• [Material for this exercise]:

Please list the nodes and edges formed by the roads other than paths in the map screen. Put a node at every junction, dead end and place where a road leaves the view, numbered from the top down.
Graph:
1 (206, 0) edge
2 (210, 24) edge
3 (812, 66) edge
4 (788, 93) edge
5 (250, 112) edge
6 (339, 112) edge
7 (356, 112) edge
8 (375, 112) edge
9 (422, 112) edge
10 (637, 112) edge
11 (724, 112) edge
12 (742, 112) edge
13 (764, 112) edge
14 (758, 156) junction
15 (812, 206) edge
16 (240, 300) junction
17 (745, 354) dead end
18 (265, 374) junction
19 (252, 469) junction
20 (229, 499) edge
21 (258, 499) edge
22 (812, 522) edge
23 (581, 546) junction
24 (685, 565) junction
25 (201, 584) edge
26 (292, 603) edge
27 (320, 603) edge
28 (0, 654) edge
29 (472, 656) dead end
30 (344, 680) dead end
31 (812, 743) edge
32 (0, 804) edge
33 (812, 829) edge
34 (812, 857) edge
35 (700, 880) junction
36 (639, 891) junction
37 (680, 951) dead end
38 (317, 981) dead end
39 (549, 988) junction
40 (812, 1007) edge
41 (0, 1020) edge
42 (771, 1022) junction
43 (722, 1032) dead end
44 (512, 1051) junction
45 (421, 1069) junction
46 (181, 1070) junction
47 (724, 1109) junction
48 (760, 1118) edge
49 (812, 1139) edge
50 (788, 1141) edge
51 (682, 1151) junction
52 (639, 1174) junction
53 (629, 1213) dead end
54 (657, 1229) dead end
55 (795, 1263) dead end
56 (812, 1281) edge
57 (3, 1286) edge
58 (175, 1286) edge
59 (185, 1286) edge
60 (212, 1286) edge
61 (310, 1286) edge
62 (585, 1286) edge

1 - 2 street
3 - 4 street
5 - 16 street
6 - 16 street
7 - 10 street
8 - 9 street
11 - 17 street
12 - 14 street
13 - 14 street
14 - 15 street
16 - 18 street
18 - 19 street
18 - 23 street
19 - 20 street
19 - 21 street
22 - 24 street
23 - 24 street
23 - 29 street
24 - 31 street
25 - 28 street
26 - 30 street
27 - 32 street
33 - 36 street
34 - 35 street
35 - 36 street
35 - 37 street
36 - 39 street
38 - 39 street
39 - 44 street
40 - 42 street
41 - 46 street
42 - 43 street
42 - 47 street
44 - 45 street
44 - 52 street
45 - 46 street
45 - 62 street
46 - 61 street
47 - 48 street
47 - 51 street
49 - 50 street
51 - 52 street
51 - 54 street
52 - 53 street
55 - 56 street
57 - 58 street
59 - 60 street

• [Prompt]: Scan the data above and report each line in which "dead" is present.

• [Solution to the exercise]:
Please list the nodes and edges formed by the roads other than paths in the map screen. Put a node at every junction, dead end and place where a road leaves the view, numbered from the top down.
17 (745, 354) dead end
29 (472, 656) dead end
30 (344, 680) dead end
37 (680, 951) dead end
38 (317, 981) dead end
43 (722, 1032) dead end
53 (629, 1213) dead end
54 (657, 1229) dead end
55 (795, 1263) dead end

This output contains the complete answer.